What you need to do:
When a line in the entries below contains the word "linejoin", copy that line.
******
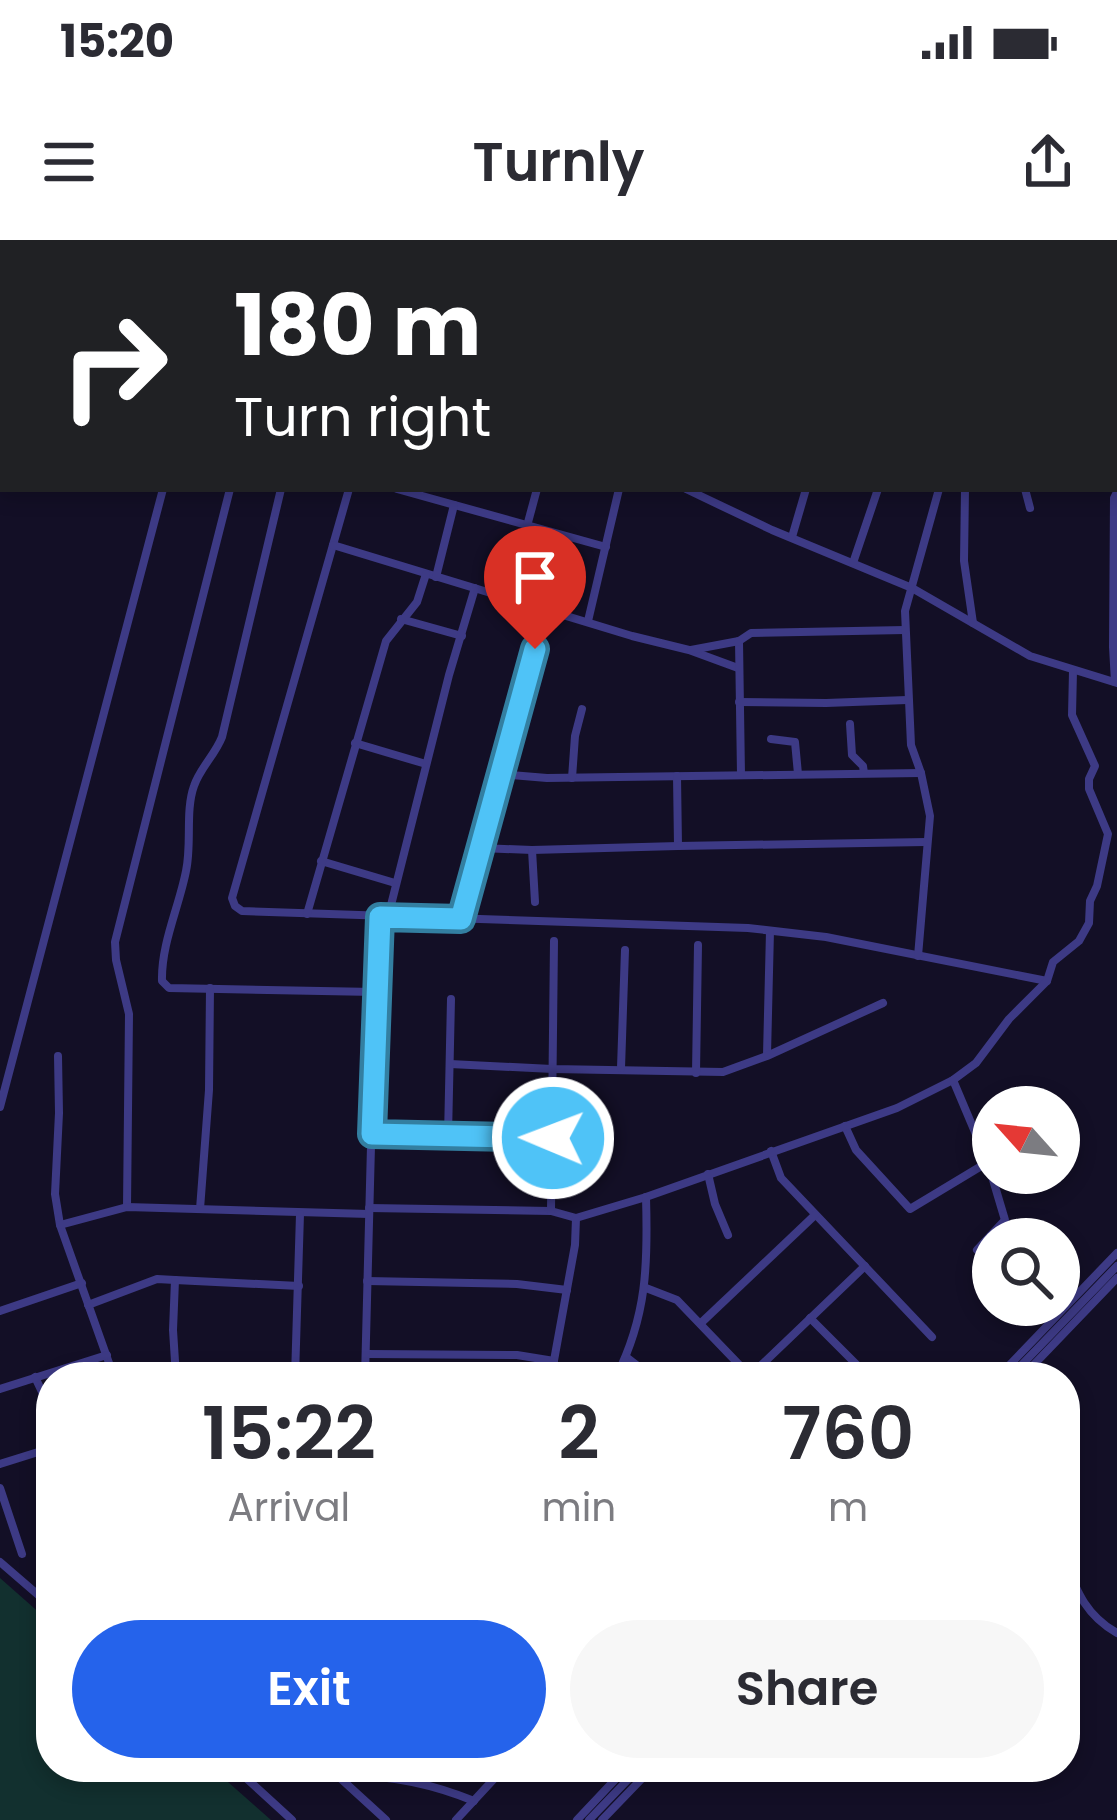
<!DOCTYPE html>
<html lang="en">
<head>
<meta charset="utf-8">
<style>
  body { margin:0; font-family:Poppins,sans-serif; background:#f7f7f7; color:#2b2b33; height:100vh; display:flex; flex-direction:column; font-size:45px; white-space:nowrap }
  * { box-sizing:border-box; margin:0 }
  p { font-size:39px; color:#7c7c81 }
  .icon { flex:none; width:66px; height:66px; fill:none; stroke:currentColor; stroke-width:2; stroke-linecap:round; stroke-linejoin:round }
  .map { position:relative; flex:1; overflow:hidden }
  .side { position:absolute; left:36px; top:1122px; width:1044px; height:420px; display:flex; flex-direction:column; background:#fff; border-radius:48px; box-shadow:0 6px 18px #0003 }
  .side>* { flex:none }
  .guide { position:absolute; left:0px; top:0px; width:1119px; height:252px; box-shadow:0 6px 18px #0003; background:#202124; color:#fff; overflow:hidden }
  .needle { width:78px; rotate:297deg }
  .tools { position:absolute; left:972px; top:846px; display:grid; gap:24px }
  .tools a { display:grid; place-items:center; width:108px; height:108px; border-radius:50%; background:#fff; box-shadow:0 6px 18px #0003; font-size:60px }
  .pin { position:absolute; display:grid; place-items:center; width:102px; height:102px; color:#fff; margin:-123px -51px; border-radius:50% 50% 50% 0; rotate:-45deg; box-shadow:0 0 12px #0007 }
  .pin .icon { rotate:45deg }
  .me { position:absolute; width:132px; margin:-66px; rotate:271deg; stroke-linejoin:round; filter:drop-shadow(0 0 9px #0008) }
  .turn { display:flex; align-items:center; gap:42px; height:252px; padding:0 36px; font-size:54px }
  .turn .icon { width:156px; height:156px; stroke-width:2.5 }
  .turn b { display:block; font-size:84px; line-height:102px }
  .eta { display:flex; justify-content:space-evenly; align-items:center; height:204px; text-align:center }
  .eta b { font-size:72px; font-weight:600; line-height:84px }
  .primary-button { display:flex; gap:24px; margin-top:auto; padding:24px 36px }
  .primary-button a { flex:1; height:138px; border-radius:72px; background:#2563eb; color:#fff; font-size:48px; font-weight:600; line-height:138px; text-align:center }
  .primary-button a+a { background:#f7f7f7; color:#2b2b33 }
  .status { display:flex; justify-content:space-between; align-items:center; height:84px; padding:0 60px; background:#fff; direction:ltr }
  .status svg { height:33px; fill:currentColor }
  header { display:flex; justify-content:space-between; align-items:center; height:156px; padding:0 36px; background:#fff; font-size:54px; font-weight:600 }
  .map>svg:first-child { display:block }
  .green { fill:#12302f }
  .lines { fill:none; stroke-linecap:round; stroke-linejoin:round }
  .stream { stroke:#0c2248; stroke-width:3 }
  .minor { stroke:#3d3a85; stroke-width:8 }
  .route-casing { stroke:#337fa1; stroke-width:30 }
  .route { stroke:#4fc3f7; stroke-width:21 }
</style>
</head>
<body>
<div class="status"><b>15:20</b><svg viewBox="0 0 49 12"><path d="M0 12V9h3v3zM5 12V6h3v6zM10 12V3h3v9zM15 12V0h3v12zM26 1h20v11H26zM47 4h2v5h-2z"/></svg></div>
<header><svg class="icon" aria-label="menu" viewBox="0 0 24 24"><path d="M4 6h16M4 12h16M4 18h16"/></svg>Turnly<svg class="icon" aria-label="share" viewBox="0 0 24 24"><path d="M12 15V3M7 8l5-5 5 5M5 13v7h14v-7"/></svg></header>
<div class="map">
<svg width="1117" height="1580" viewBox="0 0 1117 1580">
  <rect width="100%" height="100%" fill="#130f26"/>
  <path class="green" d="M 0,1338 L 51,1383 L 51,1527 L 211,1527 L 271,1580 L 0,1580 Z"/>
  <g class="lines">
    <g class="stream">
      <path d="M 283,3 L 283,0"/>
      <path d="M 0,243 L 3,241"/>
    </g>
    <g class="minor">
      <path d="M 0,0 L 6,3"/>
      <path d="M 553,0 L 553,3"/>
      <path d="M 630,0 L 630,3"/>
      <path d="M 691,0 L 691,3"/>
      <path d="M 888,0 L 889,3"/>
      <path d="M 945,0 L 945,3"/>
      <path d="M 307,3 L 415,0"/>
      <path d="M 1054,3 L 1054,0"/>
      <path d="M 1116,7 L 1117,7"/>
      <path d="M 0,82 L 3,84"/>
      <path d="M 281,249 L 222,497 C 215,515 200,528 194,546 C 185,571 192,604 186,631 C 179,667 161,704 162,741 L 169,748 L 375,752"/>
      <path d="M 349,249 L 232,658 L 235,666 L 242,671 L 748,688 L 826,697 L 1047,741"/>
      <path d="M 397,249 L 606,307"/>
      <path d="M 686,249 L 772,290 L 912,348 L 1030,416 L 1117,443"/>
      <path d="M 965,249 L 964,321 L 973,383"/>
      <path d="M 1025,249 L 1030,268"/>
      <path d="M 527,286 L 537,249"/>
      <path d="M 792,297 L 806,249"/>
      <path d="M 333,305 L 632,396 L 689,410 L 738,428"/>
      <path d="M 853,323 L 878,249"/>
      <path d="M 436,337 L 454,265"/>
      <path d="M 401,379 L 462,396"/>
      <path d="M 588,381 L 619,249"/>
      <path d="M 739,401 L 741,535"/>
      <path d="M 691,410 L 739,401 L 751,393 L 905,390"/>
      <path d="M 1115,442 L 1113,407 L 1114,258 L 1117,252"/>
      <path d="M 739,462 L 826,463 L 907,460"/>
      <path d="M 850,484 L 852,515 L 863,526 L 864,533"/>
      <path d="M 771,499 L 795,502 L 798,534"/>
      <path d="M 355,503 L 426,524"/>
      <path d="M 500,534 L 547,538 L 921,533"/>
      <path d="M 677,536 L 678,606"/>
      <path d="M 572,538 L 575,496 L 582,469"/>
      <path d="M 481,608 L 532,610 L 678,606 L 926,602"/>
      <path d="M 532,610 L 535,662"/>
      <path d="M 321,621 L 395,643"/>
      <path d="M 307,674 L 386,401 L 417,362 L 426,334"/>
      <path d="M 388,677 L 449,435 L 475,348"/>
      <path d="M 461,679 L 546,370"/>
      <path d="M 918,716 L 930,576 L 921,533 L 911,505 L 905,371 L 939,249"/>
      <path d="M 767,815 L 770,691"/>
      <path d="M 58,816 L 59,873 L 55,954 L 60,985 L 114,1137"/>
      <path d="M 450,824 L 552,829 L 723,832 L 767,816 L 883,763"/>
      <path d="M 621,828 L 625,710"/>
      <path d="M 696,833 L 698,705"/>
      <path d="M 953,840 L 988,923 L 1005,980 L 977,1010"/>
      <path d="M 0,867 L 163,249"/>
      <path d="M 845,886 L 856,910 L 910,969 L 993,919"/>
      <path d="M 372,894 L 552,898"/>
      <path d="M 448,896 L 451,759"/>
      <path d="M 771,911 L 781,938 L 932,1097"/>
      <path d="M 708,934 L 715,964 L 728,995"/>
      <path d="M 127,967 L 129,774 L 116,720 L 115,702 L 230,249"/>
      <path d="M 369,968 L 551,971 L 576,978 L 646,957 L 897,868 L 953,840 L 976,823 L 1009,779 L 1047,741 L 1053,722 L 1079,701 L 1089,683 L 1090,661 L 1097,646 L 1108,594 L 1089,549 L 1089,539 L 1095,526 L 1072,475 L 1073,431"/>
      <path d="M 200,969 L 209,850 L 210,748"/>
      <path d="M 551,971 L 554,701"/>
      <path d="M 60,985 L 127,967 L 369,974"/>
      <path d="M 367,1041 L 517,1044 L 567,1050"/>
      <path d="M 646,1048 L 677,1060 L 750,1136"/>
      <path d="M 88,1065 L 157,1039 L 175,1040"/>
      <path d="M 0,1071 L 82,1043"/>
      <path d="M 810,1078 L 869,1137"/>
      <path d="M 701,1083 L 815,975"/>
      <path d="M 366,1114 L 517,1115 L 554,1121"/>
      <path d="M 626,1117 L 652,1137"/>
      <path d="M 35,1137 L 51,1171"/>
      <path d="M 176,1137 L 173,1090 L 175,1040 L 299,1046"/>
      <path d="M 295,1137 L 300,974"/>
      <path d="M 365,1137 L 375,752 L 380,677"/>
      <path d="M 551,1137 L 575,1005 L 576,978"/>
      <path d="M 616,1137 C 647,1076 648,1024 646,957"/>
      <path d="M 749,1137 L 865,1026"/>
      <path d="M 998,1137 L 1117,1013"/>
      <path d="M 1010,1137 L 1117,1026"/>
      <path d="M 1022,1137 L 1117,1038"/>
      <path d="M 0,1149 L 107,1115"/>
      <path d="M 0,1224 L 51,1208"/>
      <path d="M 0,1248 L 22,1314"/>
      <path d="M 1065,1321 C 1077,1353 1087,1376 1117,1393"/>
      <path d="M 0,1322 L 51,1366"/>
      <path d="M 234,1527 L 292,1580"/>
      <path d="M 328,1527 L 386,1580"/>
      <path d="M 338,1536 C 385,1534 430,1543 474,1561"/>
      <path d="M 456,1580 L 505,1527"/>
      <path d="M 577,1580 L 627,1527"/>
      <path d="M 589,1580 L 640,1527"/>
      <path d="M 602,1580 L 653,1527"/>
    </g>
  </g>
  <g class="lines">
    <defs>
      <path id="route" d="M 535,409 L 461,679 L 380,677 L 372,894 L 553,898"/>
    </defs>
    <use href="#route" class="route-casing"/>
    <use href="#route" class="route"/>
  </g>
</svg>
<div class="tools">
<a><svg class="needle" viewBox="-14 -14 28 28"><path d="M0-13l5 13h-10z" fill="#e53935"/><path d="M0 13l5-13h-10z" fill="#7c7c81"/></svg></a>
<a><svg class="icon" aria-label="search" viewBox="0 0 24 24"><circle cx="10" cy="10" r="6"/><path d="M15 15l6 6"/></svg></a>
</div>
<div class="pin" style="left:535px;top:409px;background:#d93025"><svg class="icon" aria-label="arrive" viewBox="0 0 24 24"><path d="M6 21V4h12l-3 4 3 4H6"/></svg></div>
<svg class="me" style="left:553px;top:898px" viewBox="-20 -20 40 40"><circle r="17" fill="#4fc3f7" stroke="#fff" stroke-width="3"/><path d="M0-11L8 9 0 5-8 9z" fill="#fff"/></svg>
<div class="guide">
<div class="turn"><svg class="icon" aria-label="right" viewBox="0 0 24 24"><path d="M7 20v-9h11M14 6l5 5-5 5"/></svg><div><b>180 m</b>Turn right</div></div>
</div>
<section class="side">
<div class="eta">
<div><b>15:22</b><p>Arrival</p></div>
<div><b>2</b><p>min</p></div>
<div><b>760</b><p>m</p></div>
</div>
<div class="primary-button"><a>Exit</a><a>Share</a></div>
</section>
</div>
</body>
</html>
******
Response area:
  .icon { flex:none; width:66px; height:66px; fill:none; stroke:currentColor; stroke-width:2; stroke-linecap:round; stroke-linejoin:round }
  .me { position:absolute; width:132px; margin:-66px; rotate:271deg; stroke-linejoin:round; filter:drop-shadow(0 0 9px #0008) }
  .lines { fill:none; stroke-linecap:round; stroke-linejoin:round }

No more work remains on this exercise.